The news broke this morning that Wells Fargo’s board has decided to revoke compensation valued at $41 million from the company’s CEO, John Stumpf, in relation to the sham customer accounts created by employees to fluff sales numbers. Additionally, Wells Fargo’s former head of the community banking division that is the source of the scandal, Carrie Tolstedt, has also been financially penalized. I was surprised to hear that these two were being reprimanded for the scandal by Wells Fargo – but then, it occurred to me just how similar this was to the Volkswagen scandal. As I’ve written about before in Directors & Boards Magazine, both companies initially found that a swath of employees were to blame, before moving up the chain to management-level employees who were turned out only after it became increasingly clear to the public just who was to blame for their respective breaches with the public trust. In short, Wells Fargo is scrambling, just the way VW did when the emissions scandal broke.

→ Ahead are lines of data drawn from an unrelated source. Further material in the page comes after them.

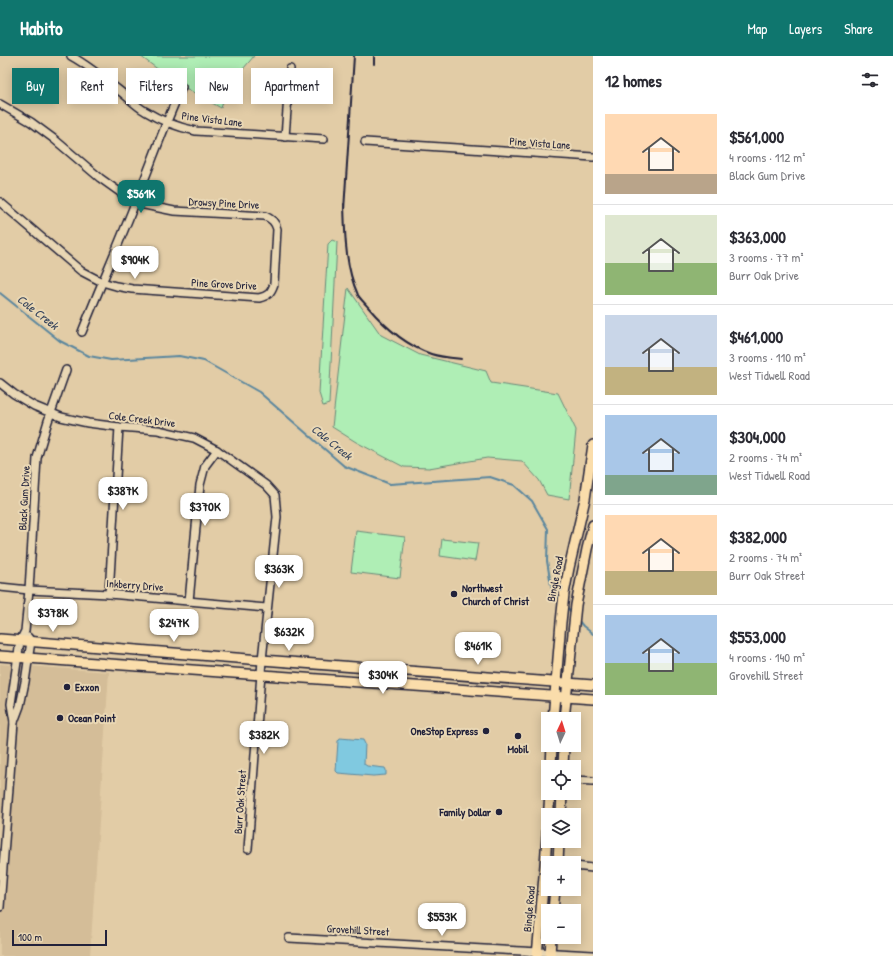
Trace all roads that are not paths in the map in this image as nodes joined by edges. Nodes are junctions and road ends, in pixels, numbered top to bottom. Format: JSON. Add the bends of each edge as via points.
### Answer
{"nodes":[{"id":1,"x":71,"y":56,"type":"edge"},
{"id":2,"x":0,"y":104,"type":"edge"},
{"id":3,"x":174,"y":104,"type":"edge"},
{"id":4,"x":287,"y":104,"type":"edge"},
{"id":5,"x":166,"y":123,"type":"junction"},
{"id":6,"x":285,"y":137,"type":"junction"},
{"id":7,"x":324,"y":140,"type":"dead end"},
{"id":8,"x":365,"y":142,"type":"dead end"},
{"id":9,"x":593,"y":158,"type":"edge"},
{"id":10,"x":0,"y":202,"type":"edge"},
{"id":11,"x":135,"y":203,"type":"junction"},
{"id":12,"x":276,"y":258,"type":"joint"},
{"id":13,"x":102,"y":282,"type":"junction"},
{"id":14,"x":82,"y":332,"type":"dead end"},
{"id":15,"x":66,"y":370,"type":"dead end"},
{"id":16,"x":0,"y":383,"type":"edge"},
{"id":17,"x":50,"y":413,"type":"junction"},
{"id":18,"x":119,"y":427,"type":"junction"},
{"id":19,"x":593,"y":445,"type":"edge"},
{"id":20,"x":217,"y":450,"type":"junction"},
{"id":21,"x":593,"y":525,"type":"edge"},
{"id":22,"x":574,"y":546,"type":"junction"},
{"id":23,"x":587,"y":549,"type":"junction"},
{"id":24,"x":0,"y":587,"type":"edge"},
{"id":25,"x":29,"y":590,"type":"junction"},
{"id":26,"x":109,"y":594,"type":"junction"},
{"id":27,"x":189,"y":601,"type":"junction"},
{"id":28,"x":267,"y":608,"type":"junction"},
{"id":29,"x":25,"y":631,"type":"junction"},
{"id":30,"x":0,"y":639,"type":"edge"},
{"id":31,"x":20,"y":640,"type":"junction"},
{"id":32,"x":30,"y":641,"type":"junction"},
{"id":33,"x":0,"y":656,"type":"edge"},
{"id":34,"x":17,"y":657,"type":"junction"},
{"id":35,"x":28,"y":658,"type":"junction"},
{"id":36,"x":262,"y":660,"type":"junction"},
{"id":37,"x":370,"y":668,"type":"junction"},
{"id":38,"x":447,"y":674,"type":"junction"},
{"id":39,"x":261,"y":675,"type":"junction"},
{"id":40,"x":556,"y":682,"type":"junction"},
{"id":41,"x":568,"y":682,"type":"junction"},
{"id":42,"x":368,"y":683,"type":"junction"},
{"id":43,"x":593,"y":685,"type":"edge"},
{"id":44,"x":447,"y":689,"type":"junction"},
{"id":45,"x":555,"y":697,"type":"junction"},
{"id":46,"x":566,"y":698,"type":"junction"},
{"id":47,"x":593,"y":700,"type":"edge"},
{"id":48,"x":554,"y":712,"type":"edge"},
{"id":49,"x":565,"y":712,"type":"edge"},
{"id":50,"x":14,"y":722,"type":"junction"},
{"id":51,"x":581,"y":780,"type":"edge"},
{"id":52,"x":593,"y":780,"type":"edge"},
{"id":53,"x":550,"y":800,"type":"edge"},
{"id":54,"x":248,"y":849,"type":"dead end"},
{"id":55,"x":546,"y":856,"type":"edge"},
{"id":56,"x":581,"y":867,"type":"edge"},
{"id":57,"x":593,"y":868,"type":"edge"},
{"id":58,"x":543,"y":896,"type":"edge"},
{"id":59,"x":0,"y":907,"type":"edge"},
{"id":60,"x":289,"y":938,"type":"dead end"},
{"id":61,"x":551,"y":944,"type":"edge"},
{"id":62,"x":537,"y":954,"type":"edge"},
{"id":63,"x":550,"y":954,"type":"edge"},
{"id":64,"x":593,"y":955,"type":"edge"}],
"edges":[{"from":1,"to":5,"type":"street","name":"Pine Vista Lane","via":[[108,81],[144,111]]},
{"from":2,"to":11,"type":"street","name":"Drowsy Pine Drive","via":[[31,122]]},
{"from":3,"to":5,"type":"street"},
{"from":4,"to":6,"type":"street"},
{"from":5,"to":6,"type":"street","name":"Pine Vista Lane","via":[[196,131]]},
{"from":5,"to":11,"type":"street"},
{"from":6,"to":7,"type":"street","name":"Pine Vista Lane"},
{"from":8,"to":9,"type":"street","name":"Pine Vista Lane"},
{"from":10,"to":13,"type":"street","name":"Pine Grove Drive","via":[[81,271]]},
{"from":11,"to":12,"type":"street","name":"Drowsy Pine Drive","via":[[174,211],[265,216],[276,224]]},
{"from":11,"to":13,"type":"street"},
{"from":12,"to":13,"type":"street","name":"Pine Grove Drive","via":[[272,291],[259,298],[132,289]]},
{"from":13,"to":14,"type":"street"},
{"from":15,"to":17,"type":"street","name":"Black Gum Drive"},
{"from":16,"to":17,"type":"street","name":"Cole Creek Drive","via":[[34,406]]},
{"from":17,"to":18,"type":"street","name":"Cole Creek Drive","via":[[88,423]]},
{"from":17,"to":25,"type":"street","name":"Black Gum Drive","via":[[37,458]]},
{"from":18,"to":20,"type":"street","name":"Cole Creek Drive","via":[[158,430],[194,438]]},
{"from":18,"to":26,"type":"street"},
{"from":19,"to":22,"type":"main road","name":"Bingle Road","via":[[585,499]]},
{"from":20,"to":27,"type":"street","via":[[206,466],[200,485]]},
{"from":20,"to":28,"type":"street","name":"Cole Creek Drive","via":[[266,485],[275,495],[277,517]]},
{"from":21,"to":23,"type":"main road"},
{"from":22,"to":23,"type":"main road"},
{"from":22,"to":40,"type":"main road","name":"Bingle Road","via":[[564,594]]},
{"from":23,"to":41,"type":"main road","via":[[579,587]]},
{"from":24,"to":25,"type":"street","name":"Inkberry Drive"},
{"from":25,"to":26,"type":"street","name":"Inkberry Drive"},
{"from":25,"to":29,"type":"street","name":"Black Gum Drive"},
{"from":26,"to":27,"type":"street","name":"Inkberry Drive"},
{"from":27,"to":28,"type":"street","name":"Inkberry Drive"},
{"from":28,"to":36,"type":"street","name":"Burr Oak Street"},
{"from":29,"to":31,"type":"street","name":"Black Gum Drive"},
{"from":29,"to":32,"type":"street"},
{"from":30,"to":31,"type":"main road"},
{"from":31,"to":32,"type":"main road"},
{"from":31,"to":34,"type":"street","name":"Black Gum Drive"},
{"from":32,"to":35,"type":"street"},
{"from":32,"to":36,"type":"main road"},
{"from":33,"to":34,"type":"main road"},
{"from":34,"to":35,"type":"main road"},
{"from":34,"to":50,"type":"street","name":"Black Gum Drive","via":[[11,704]]},
{"from":35,"to":39,"type":"main road"},
{"from":35,"to":50,"type":"street","via":[[20,706]]},
{"from":36,"to":37,"type":"main road"},
{"from":36,"to":39,"type":"street","name":"Burr Oak Street"},
{"from":37,"to":38,"type":"main road"},
{"from":37,"to":42,"type":"main road"},
{"from":38,"to":40,"type":"main road"},
{"from":38,"to":44,"type":"main road"},
{"from":39,"to":42,"type":"main road"},
{"from":39,"to":54,"type":"street","name":"Burr Oak Street"},
{"from":40,"to":41,"type":"main road"},
{"from":40,"to":45,"type":"main road","name":"Bingle Road"},
{"from":41,"to":43,"type":"main road"},
{"from":41,"to":46,"type":"main road"},
{"from":42,"to":44,"type":"main road"},
{"from":44,"to":45,"type":"main road"},
{"from":45,"to":46,"type":"main road"},
{"from":45,"to":48,"type":"main road","name":"Bingle Road"},
{"from":46,"to":47,"type":"main road"},
{"from":46,"to":49,"type":"main road"},
{"from":50,"to":59,"type":"street"},
{"from":51,"to":52,"type":"street"},
{"from":53,"to":55,"type":"main road","name":"Bingle Road"},
{"from":56,"to":57,"type":"street"},
{"from":58,"to":62,"type":"main road","name":"Bingle Road"},
{"from":60,"to":62,"type":"street","name":"Grovehill Street"},
{"from":61,"to":63,"type":"main road"},
{"from":62,"to":63,"type":"street","name":"Grovehill Street"},
{"from":63,"to":64,"type":"street","name":"Grovehill Street"}]}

I’ve said it before, and I’ll say it again – CEOs need to be aware of what is going on in their businesses. Transparency is the name of the game here – not just with handling scandals in the public eye, but in managing employees in every sector of business. Firing scapegoated lower-level employees and revoking the huge payouts to executives is fundamentally a band-aid approach to fixing the problems that lead to scandals. Firstly, Tolstedt should not have been allowed to retire peacefully with a few penalties imposed on her severance package – Wells Fargo should have made a point of firing her. Additionally, if it is revealed that Stumpf was fully aware of the sham accounts and covered up for them, he should also be dismissed publically. However, before either of those two steps could be taken, the most important course of action for Wells Fargo (and any similarly scandalized corporation) is to conduce a full, comprehensive and objective investigation into the root causes of the wrongdoing that occurred. Having a complete picture is essential to actually curing the problems present in any organization – and it makes a more convincing argument to the public whose trust those organizations are trying to regain.
At the end of the day, Wells Fargo’s behavior is yet another stain on the already-tainted US banking industry. The pervasive nature of short-term goal oriented cultures will almost always result in similar scandals that further erode the public’s trust in those institutions they have no choice but to invest in. It’ll be a long time before those 5,300 employees let go for their “rogue” behavior will be able to get a job again, just like it will be a long time before the employees let go for whistleblowing will feel comfortable standing up for their principles again. Depending on how far this particular scandal goes, perhaps the entire board will need to be replaced before anyone is willing to give Wells Fargo their money again.